There's nothing amoral about buying a big house. If it meets your needs and you can afford it, then crack on. Enjoy your home.

DejaTu · 19/09/2024 15:57

Do what works for you, nobody else!

GasPanic · 19/09/2024 16:05

Big houses :

Can cost a lot to run.Generally are less energy efficient if older often with huge costs to upgrade. This may significantly affect their value in the future.

Are generally on big plots with larger gardens. The gardens can be difficult to maintain.

Can be targets for crime.

Can be difficult to get around inside if you are disabled.

Are obviously harder to clean and maintain, both in terms of cost, physical and mental effort (organisation of services).

I mean if having a big house floats your boat then fine. What you spend your money on is your business. I would not feel guilty about it. But there are a lot of big houses out there falling into ruin because their owners are either financially or physically incapable of maintaining them.

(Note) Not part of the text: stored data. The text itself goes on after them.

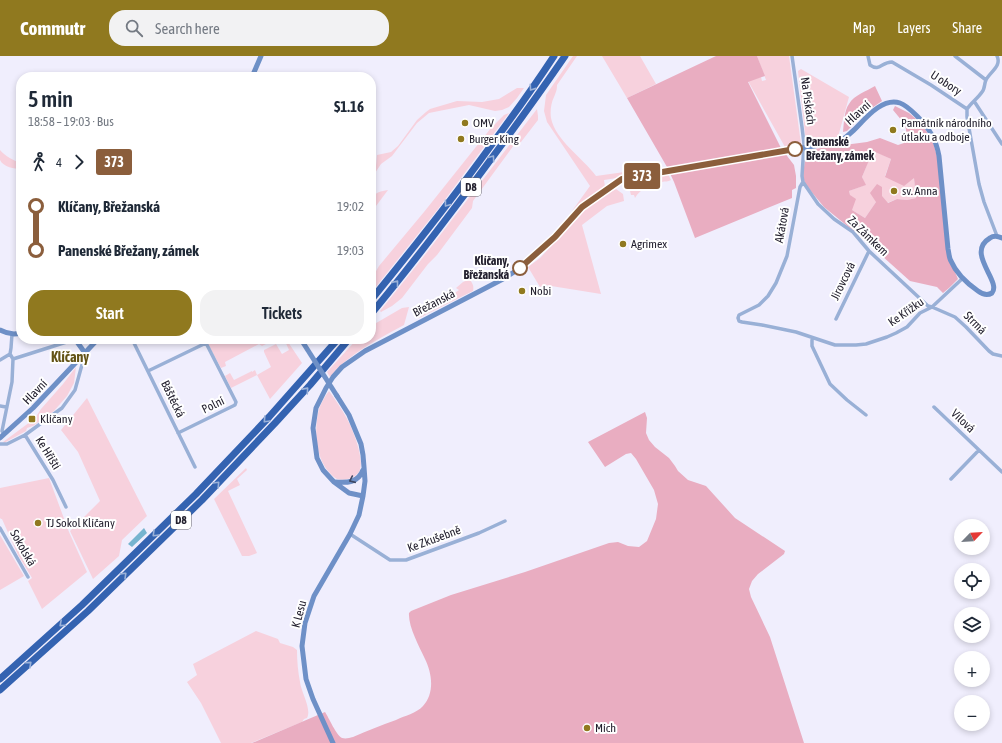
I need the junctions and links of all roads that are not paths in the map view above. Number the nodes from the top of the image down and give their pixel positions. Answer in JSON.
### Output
{"nodes":[{"id":1,"x":261,"y":56,"type":"edge"},
{"id":2,"x":554,"y":56,"type":"edge"},
{"id":3,"x":565,"y":56,"type":"edge"},
{"id":4,"x":792,"y":56,"type":"edge"},
{"id":5,"x":868,"y":56,"type":"edge"},
{"id":6,"x":955,"y":56,"type":"edge"},
{"id":7,"x":997,"y":56,"type":"edge"},
{"id":8,"x":254,"y":72,"type":"edge"},
{"id":9,"x":986,"y":80,"type":"junction"},
{"id":10,"x":974,"y":101,"type":"junction"},
{"id":11,"x":967,"y":109,"type":"junction"},
{"id":12,"x":1002,"y":144,"type":"edge"},
{"id":13,"x":803,"y":148,"type":"junction"},
{"id":14,"x":622,"y":179,"type":"joint"},
{"id":15,"x":803,"y":182,"type":"junction"},
{"id":16,"x":999,"y":237,"type":"edge"},
{"id":17,"x":869,"y":251,"type":"junction"},
{"id":18,"x":994,"y":272,"type":"dead end"},
{"id":19,"x":963,"y":278,"type":"junction"},
{"id":20,"x":999,"y":283,"type":"dead end"},
{"id":21,"x":376,"y":294,"type":"edge"},
{"id":22,"x":932,"y":307,"type":"junction"},
{"id":23,"x":376,"y":308,"type":"edge"},
{"id":24,"x":836,"y":319,"type":"dead end"},
{"id":25,"x":0,"y":330,"type":"edge"},
{"id":26,"x":12,"y":334,"type":"junction"},
{"id":27,"x":16,"y":334,"type":"edge"},
{"id":28,"x":805,"y":335,"type":"joint"},
{"id":29,"x":813,"y":338,"type":"junction"},
{"id":30,"x":60,"y":344,"type":"edge"},
{"id":31,"x":79,"y":344,"type":"edge"},
{"id":32,"x":93,"y":344,"type":"edge"},
{"id":33,"x":135,"y":344,"type":"edge"},
{"id":34,"x":204,"y":344,"type":"edge"},
{"id":35,"x":207,"y":344,"type":"edge"},
{"id":36,"x":304,"y":344,"type":"edge"},
{"id":37,"x":334,"y":344,"type":"edge"},
{"id":38,"x":346,"y":344,"type":"edge"},
{"id":39,"x":85,"y":353,"type":"junction"},
{"id":40,"x":10,"y":354,"type":"junction"},
{"id":41,"x":1002,"y":356,"type":"edge"},
{"id":42,"x":13,"y":359,"type":"junction"},
{"id":43,"x":0,"y":360,"type":"edge"},
{"id":44,"x":148,"y":370,"type":"junction"},
{"id":45,"x":0,"y":406,"type":"edge"},
{"id":46,"x":6,"y":407,"type":"junction"},
{"id":47,"x":934,"y":407,"type":"dead end"},
{"id":48,"x":866,"y":416,"type":"dead end"},
{"id":49,"x":178,"y":433,"type":"junction"},
{"id":50,"x":24,"y":435,"type":"junction"},
{"id":51,"x":2,"y":436,"type":"edge"},
{"id":52,"x":0,"y":444,"type":"edge"},
{"id":53,"x":979,"y":450,"type":"junction"},
{"id":54,"x":364,"y":467,"type":"junction"},
{"id":55,"x":196,"y":468,"type":"dead end"},
{"id":56,"x":1002,"y":472,"type":"edge"},
{"id":57,"x":951,"y":479,"type":"dead end"},
{"id":58,"x":334,"y":482,"type":"junction"},
{"id":59,"x":363,"y":496,"type":"junction"},
{"id":60,"x":66,"y":507,"type":"dead end"},
{"id":61,"x":505,"y":521,"type":"dead end"},
{"id":62,"x":0,"y":528,"type":"edge"},
{"id":63,"x":350,"y":534,"type":"junction"},
{"id":64,"x":28,"y":577,"type":"dead end"},
{"id":65,"x":0,"y":679,"type":"edge"},
{"id":66,"x":0,"y":690,"type":"edge"},
{"id":67,"x":333,"y":743,"type":"edge"}],
"edges":[{"from":1,"to":8,"type":"street"},
{"from":2,"to":21,"type":"highway","number":"D8","one_way":true},
{"from":23,"to":3,"type":"highway","number":"D8","one_way":true},
{"from":4,"to":13,"type":"street","name":"Na Pískách"},
{"from":5,"to":11,"type":"street","name":"U obory"},
{"from":6,"to":9,"type":"street"},
{"from":7,"to":9,"type":"street"},
{"from":9,"to":10,"type":"street"},
{"from":10,"to":11,"type":"street"},
{"from":10,"to":12,"type":"street"},
{"from":11,"to":16,"type":"street","name":"U obory"},
{"from":13,"to":14,"type":"street","name":"Hlavní"},
{"from":13,"to":15,"type":"street"},
{"from":13,"to":19,"type":"street","name":"Hlavní"},
{"from":14,"to":58,"type":"street","name":"Břežanská"},
{"from":15,"to":17,"type":"street","name":"Za Zámkem"},
{"from":15,"to":28,"type":"street","name":"Akátová"},
{"from":16,"to":18,"type":"street"},
{"from":17,"to":22,"type":"street","name":"Za Zámkem"},
{"from":17,"to":24,"type":"street","name":"Jirovcová"},
{"from":19,"to":20,"type":"street","name":"Hlavní"},
{"from":19,"to":22,"type":"street","name":"Ke Křížku"},
{"from":22,"to":29,"type":"street","name":"Ke Křížku"},
{"from":22,"to":41,"type":"street","name":"Strmá"},
{"from":25,"to":26,"type":"street"},
{"from":26,"to":27,"type":"street"},
{"from":26,"to":40,"type":"street"},
{"from":28,"to":29,"type":"street","name":"Ke Křížku"},
{"from":29,"to":48,"type":"street"},
{"from":30,"to":42,"type":"street"},
{"from":31,"to":39,"type":"street"},
{"from":32,"to":39,"type":"street","name":"Hlavní"},
{"from":33,"to":44,"type":"street","name":"Báštěcká"},
{"from":34,"to":44,"type":"street","name":"Polní"},
{"from":35,"to":49,"type":"street","name":"Polní"},
{"from":36,"to":54,"type":"street","bridge":true},
{"from":37,"to":65,"type":"highway","number":"D8","one_way":true},
{"from":66,"to":38,"type":"highway","number":"D8","one_way":true},
{"from":39,"to":50,"type":"street"},
{"from":39,"to":51,"type":"street","name":"Hlavní"},
{"from":40,"to":42,"type":"street"},
{"from":40,"to":43,"type":"street"},
{"from":42,"to":46,"type":"street"},
{"from":44,"to":49,"type":"street","name":"Báštěcká"},
{"from":45,"to":46,"type":"street"},
{"from":46,"to":51,"type":"street"},
{"from":47,"to":53,"type":"street","name":"Vilová"},
{"from":49,"to":55,"type":"street","name":"Báštěcká"},
{"from":50,"to":52,"type":"street","name":"Ke Hřišti"},
{"from":50,"to":60,"type":"street","name":"Ke Hřišti"},
{"from":53,"to":56,"type":"street","name":"Vilová"},
{"from":53,"to":57,"type":"street"},
{"from":54,"to":58,"type":"street","one_way":true},
{"from":54,"to":59,"type":"street"},
{"from":58,"to":59,"type":"street","name":"Břežanská"},
{"from":59,"to":63,"type":"street","name":"K Lesu"},
{"from":61,"to":63,"type":"street","name":"Ke Zkušebně"},
{"from":62,"to":64,"type":"street","name":"Sokolská"},
{"from":63,"to":67,"type":"street","name":"K Lesu"}]}
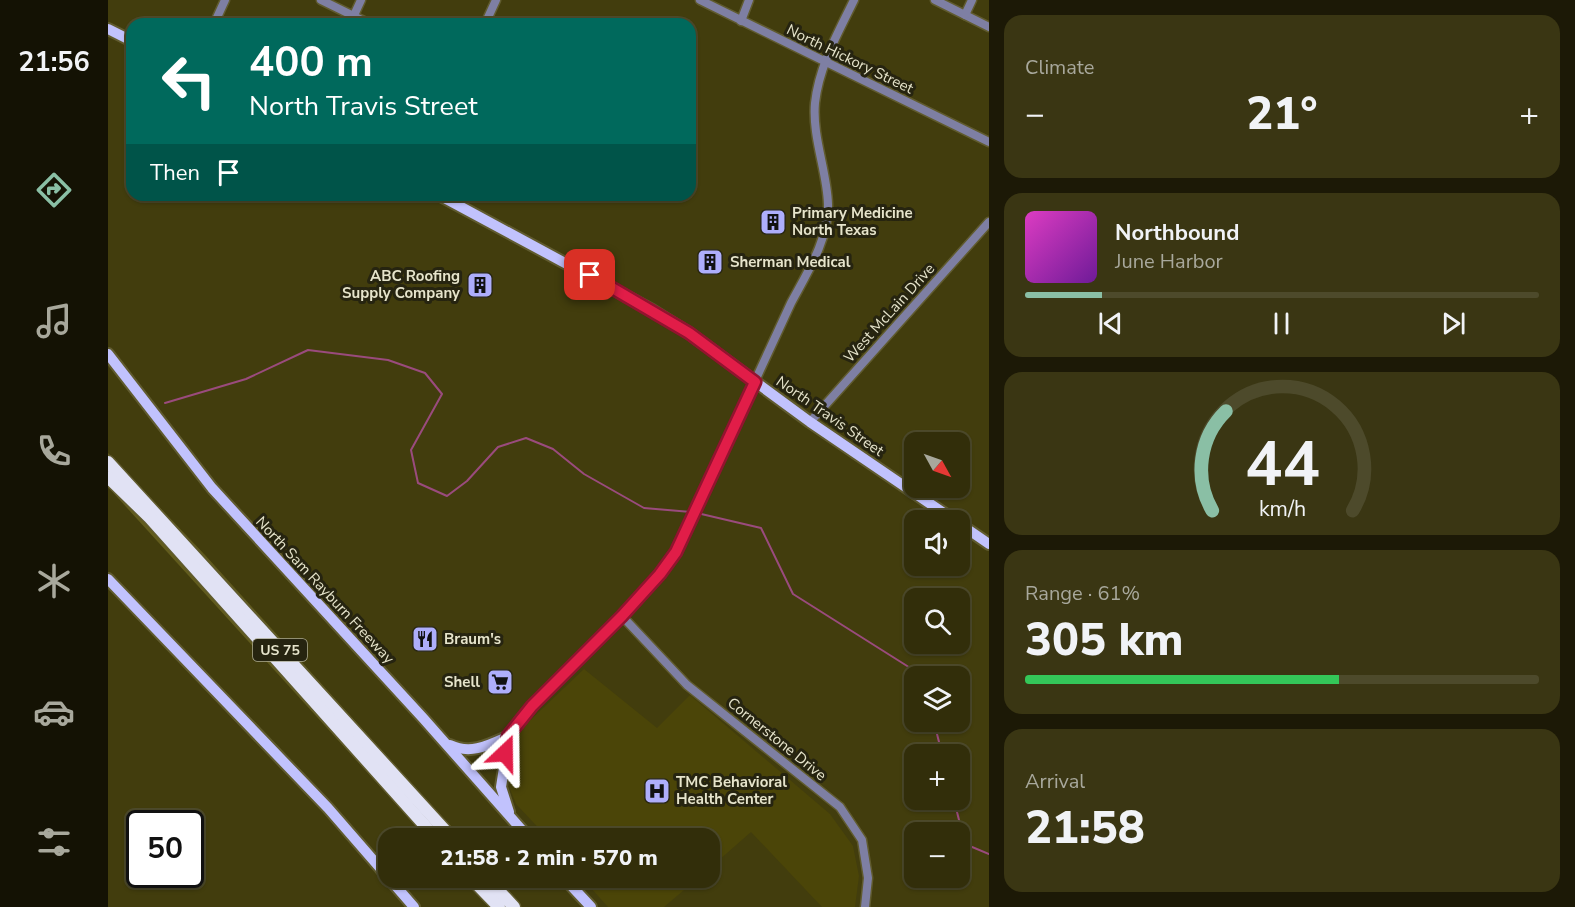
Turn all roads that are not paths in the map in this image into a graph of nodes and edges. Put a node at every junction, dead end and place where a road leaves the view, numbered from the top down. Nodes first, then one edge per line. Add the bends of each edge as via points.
1 (225, 0) edge
2 (321, 0) edge
3 (362, 0) edge
4 (496, 0) edge
5 (700, 0) edge
6 (749, 0) edge
7 (854, 0) edge
8 (935, 0) edge
9 (972, 0) edge
10 (965, 15) junction
11 (217, 18) edge
12 (349, 18) edge
13 (353, 18) edge
14 (488, 18) edge
15 (741, 21) junction
16 (988, 27) edge
17 (108, 29) edge
18 (126, 38) edge
19 (824, 62) junction
20 (988, 142) edge
21 (450, 201) edge
22 (988, 222) edge
23 (108, 354) edge
24 (755, 382) junction
25 (810, 422) junction
26 (108, 462) edge
27 (108, 477) edge
28 (939, 510) edge
29 (970, 531) edge
30 (988, 544) edge
31 (108, 579) edge
32 (622, 616) junction
33 (508, 736) junction
34 (447, 744) junction
35 (512, 820) junction
36 (427, 828) edge
37 (443, 828) edge
38 (520, 828) edge
39 (378, 866) edge
40 (396, 888) edge
41 (397, 888) edge
42 (481, 888) edge
43 (496, 888) edge
44 (573, 888) edge
45 (403, 907) edge
46 (414, 907) edge
47 (499, 907) edge
48 (514, 907) edge
49 (591, 907) edge
50 (865, 907) edge

1 - 11 street
2 - 12 street
3 - 13 street
4 - 14 street
5 - 15 street, North Hickory Street
6 - 15 street
7 - 19 street
8 - 10 street
9 - 10 street
10 - 16 street
15 - 19 street, North Hickory Street
17 - 18 main road
19 - 20 street, North Hickory Street
19 - 24 street via 815,105 828,204 825,231
21 - 24 main road, North Travis Street via 652,310
22 - 25 street, West McLain Drive
23 - 34 main road, North Sam Rayburn Freeway via 212,488
24 - 25 main road, North Travis Street
24 - 32 street via 689,527 660,574
25 - 28 main road, North Travis Street
26 - 37 highway, US 75
27 - 36 highway, US 75 via 150,518
29 - 30 main road
31 - 39 main road via 328,808
32 - 33 street via 532,706
32 - 50 street, Cornerstone Drive via 687,685 840,807 862,840 868,878
33 - 34 main road via 477,749 461,751
33 - 35 main road via 501,787
34 - 35 main road, North Sam Rayburn Freeway
35 - 38 main road, North Sam Rayburn Freeway
40 - 45 main road
41 - 46 main road
42 - 47 highway
43 - 48 highway
44 - 49 main road

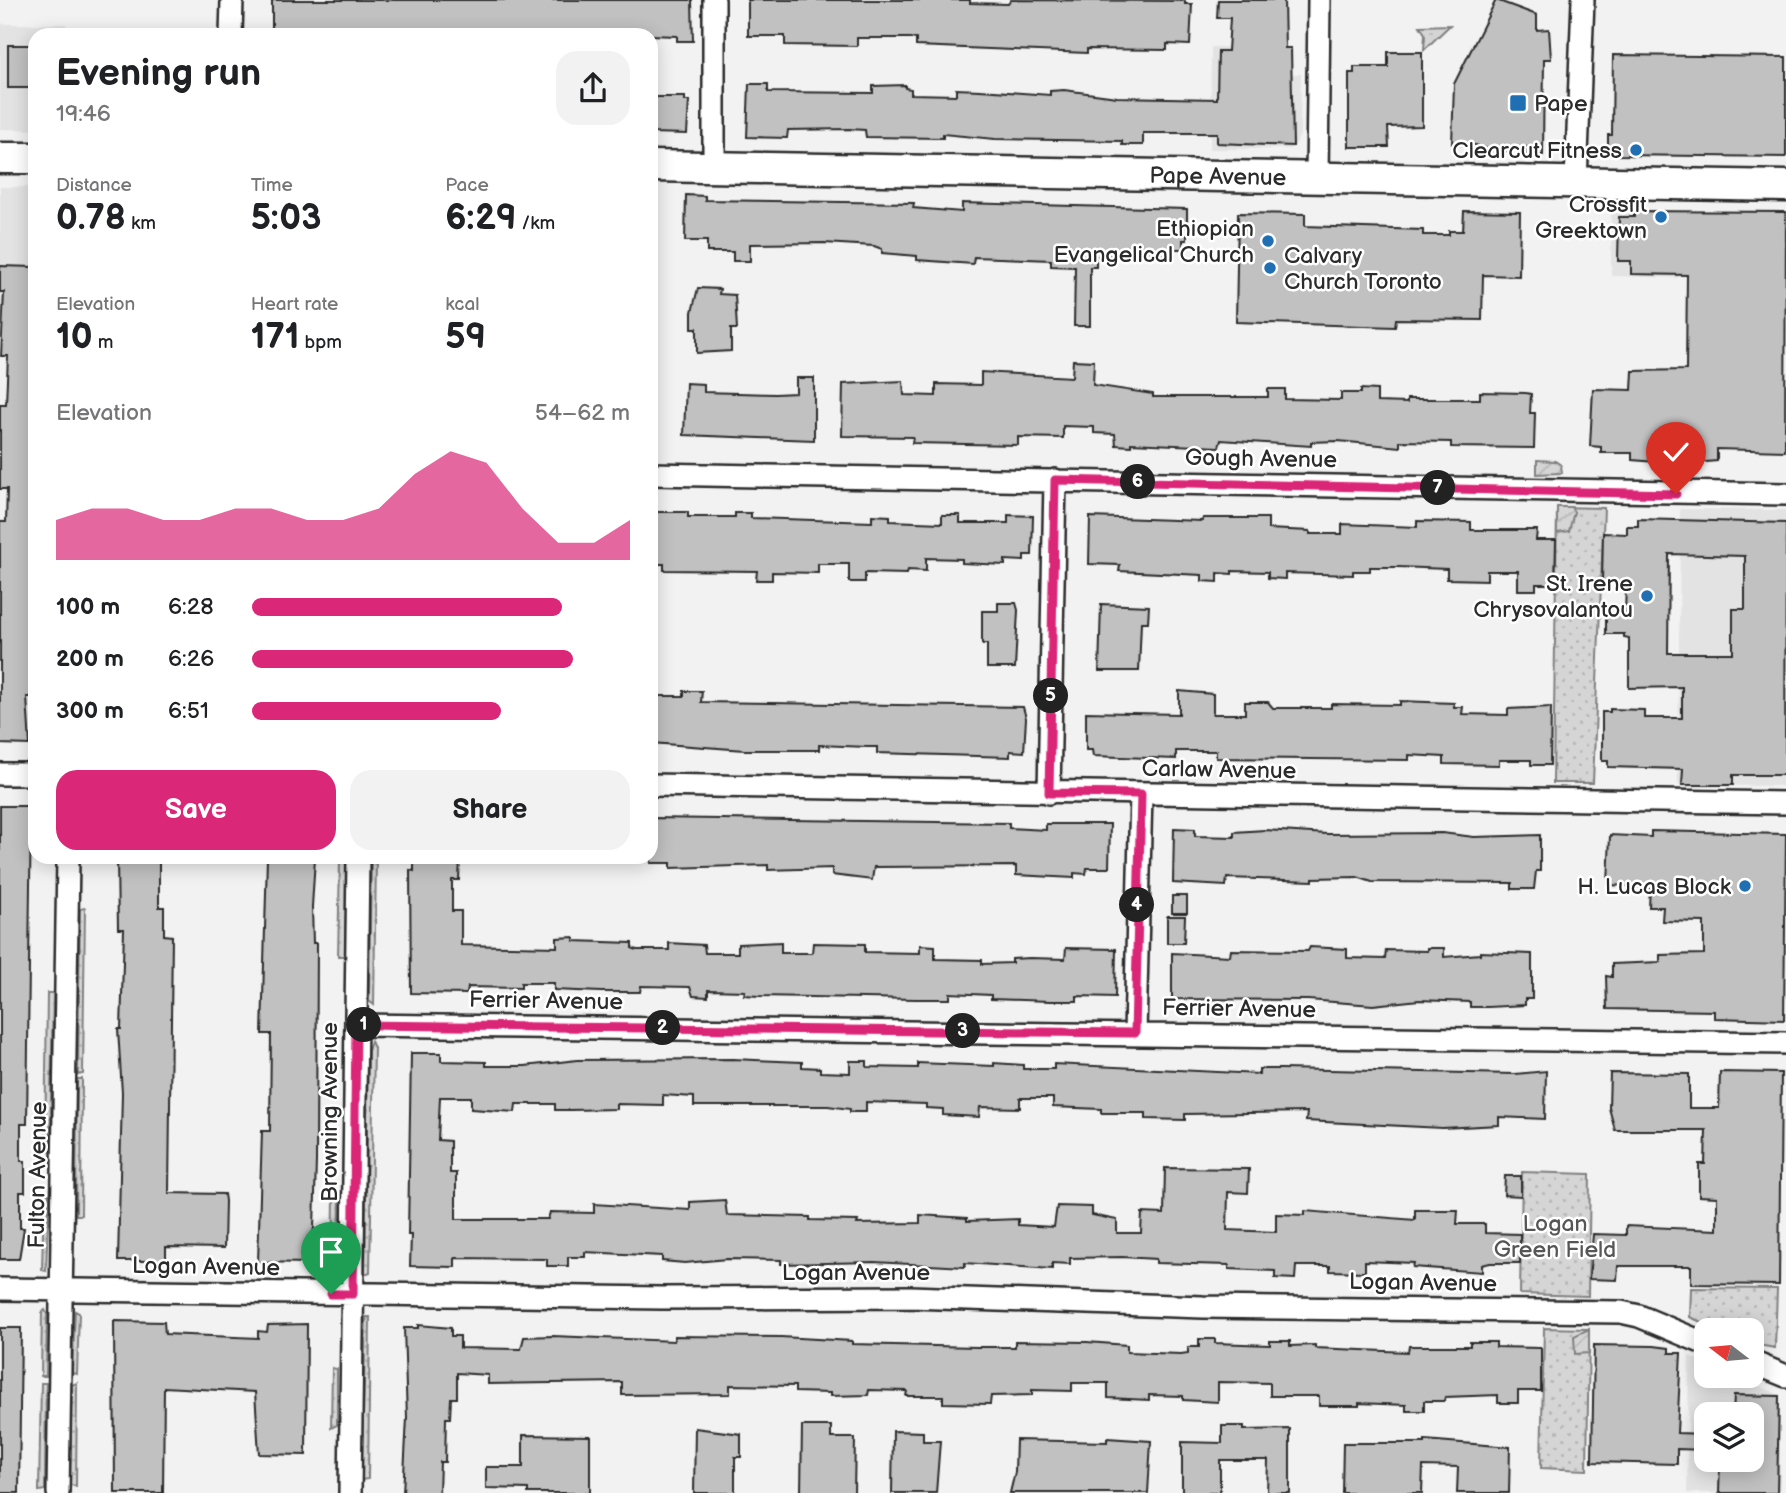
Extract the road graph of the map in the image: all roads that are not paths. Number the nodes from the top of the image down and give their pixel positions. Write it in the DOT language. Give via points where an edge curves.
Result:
graph roads {
  1 [pos="232,0"];
  2 [pos="714,0"];
  3 [pos="1319,0"];
  4 [pos="1583,0"];
  5 [pos="231,28"];
  6 [pos="0,158"];
  7 [pos="28,158"];
  8 [pos="658,166"];
  9 [pos="714,169"];
  10 [pos="1317,178"];
  11 [pos="1576,182"];
  12 [pos="1786,186"];
  13 [pos="658,474"];
  14 [pos="1055,480"];
  15 [pos="1786,494"];
  16 [pos="0,774"];
  17 [pos="28,774"];
  18 [pos="658,785"];
  19 [pos="1049,793"];
  20 [pos="1141,794"];
  21 [pos="1786,803"];
  22 [pos="68,864"];
  23 [pos="358,864"];
  24 [pos="356,1025"];
  25 [pos="1135,1033"];
  26 [pos="1786,1043"];
  27 [pos="0,1289"];
  28 [pos="61,1291"];
  29 [pos="353,1294"];
  30 [pos="1694,1339"];
  31 [pos="1764,1367"];
  32 [pos="1786,1376"];
  33 [pos="58,1493"];
  34 [pos="351,1493"];
  1 -- 5 [label="street"];
  2 -- 9 [label="street"];
  3 -- 10 [label="street"];
  4 -- 11 [label="street"];
  6 -- 7 [label="main road"];
  8 -- 9 [label="main road, Pape Avenue"];
  9 -- 10 [label="main road, Pape Avenue"];
  10 -- 11 [label="main road, Pape Avenue"];
  11 -- 12 [label="main road, Pape Avenue"];
  13 -- 14 [label="street, Gough Avenue"];
  14 -- 15 [label="street, Gough Avenue"];
  14 -- 19 [label="street"];
  16 -- 17 [label="street"];
  18 -- 19 [label="street, Carlaw Avenue"];
  19 -- 20 [label="street, Carlaw Avenue"];
  20 -- 21 [label="street, Carlaw Avenue"];
  20 -- 25 [label="street"];
  22 -- 28 [label="street, Fulton Avenue"];
  23 -- 24 [label="street, Browning Avenue"];
  24 -- 25 [label="street, Ferrier Avenue"];
  24 -- 29 [label="street, Browning Avenue"];
  25 -- 26 [label="street, Ferrier Avenue"];
  27 -- 28 [label="street, Logan Avenue"];
  28 -- 29 [label="street, Logan Avenue"];
  28 -- 33 [label="street, Fulton Avenue"];
  29 -- 30 [label="street, Logan Avenue" via="910,1297 1203,1307 1622,1312"];
  29 -- 34 [label="street, Browning Avenue"];
  31 -- 32 [label="street"];
}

Deecizions · 20/09/2024 05:44

Really appreciate all your replies. Not made an offer yet but this house is seeming more and more right for me despite having that 'too big' feeling. I'm accepting that come winter time it's going to need some significant heat to keep it cosy but I can also be practical and wear extra layers and decide upon which areas get the heat and there's no need to pack it with furniture.

OP posts:
murphys · 20/09/2024 05:49

Go for it OP.

You will more than likely make use of the extra space anyway.

Laundry / drying room
Gym room (if you are that way inclined)
Sewing room
Painting room
Etc

nodogz · 20/09/2024 06:01

We are 2 adults and one child in a big Victorian five bed (plus pets). Yes, it costs more to heat and maintain but:

  • we have a home office each and can shut the door on work every night. This my favourite reason and we didn't know the extra space would be needed when we bought
  • lockdown was way easier with a big garden and space
  • we can host family events and have people to stay so lots of happy memories
  • weirdly, it stays cleaner probably because you're spreading the dust out over a larger space. Our front room is always ready for guests
  • our only child has space for friends to play and hangout inside and out so they are always around
  • at some point we'll downsize but for
ReformMyArse · 20/09/2024 06:06

Go for it. It’s a 4 bed, not Saltburn!

K10f1 · 20/09/2024 09:21

I owned a 4 bedroom house when it was me and the dog. Now I own a three bedroom house with 2 kids (and the dog) because I moved to a more expensive area. Things change. I loved my big house though. I had an office, and a spare room, and a room for hobbies. It was more space than I needed upstairs but I wanted the living space and it came with the bedrooms.

mushpush · 20/09/2024 11:55

Oh 100% go for the house!

There's two of us (but DH travels so much for work it's basically just me). 5 bed house with all the associated space! We love it. No reason for us to live somewhere smaller (which would end up so cluttered with all our belongings) when we can afford a larger space 😊

Heating in the winter is more expensive, but that's far outweighed by the benefits of having so much space and being able to decorate / use the space as we wish to (which we wouldn't be able to do in a much smaller house).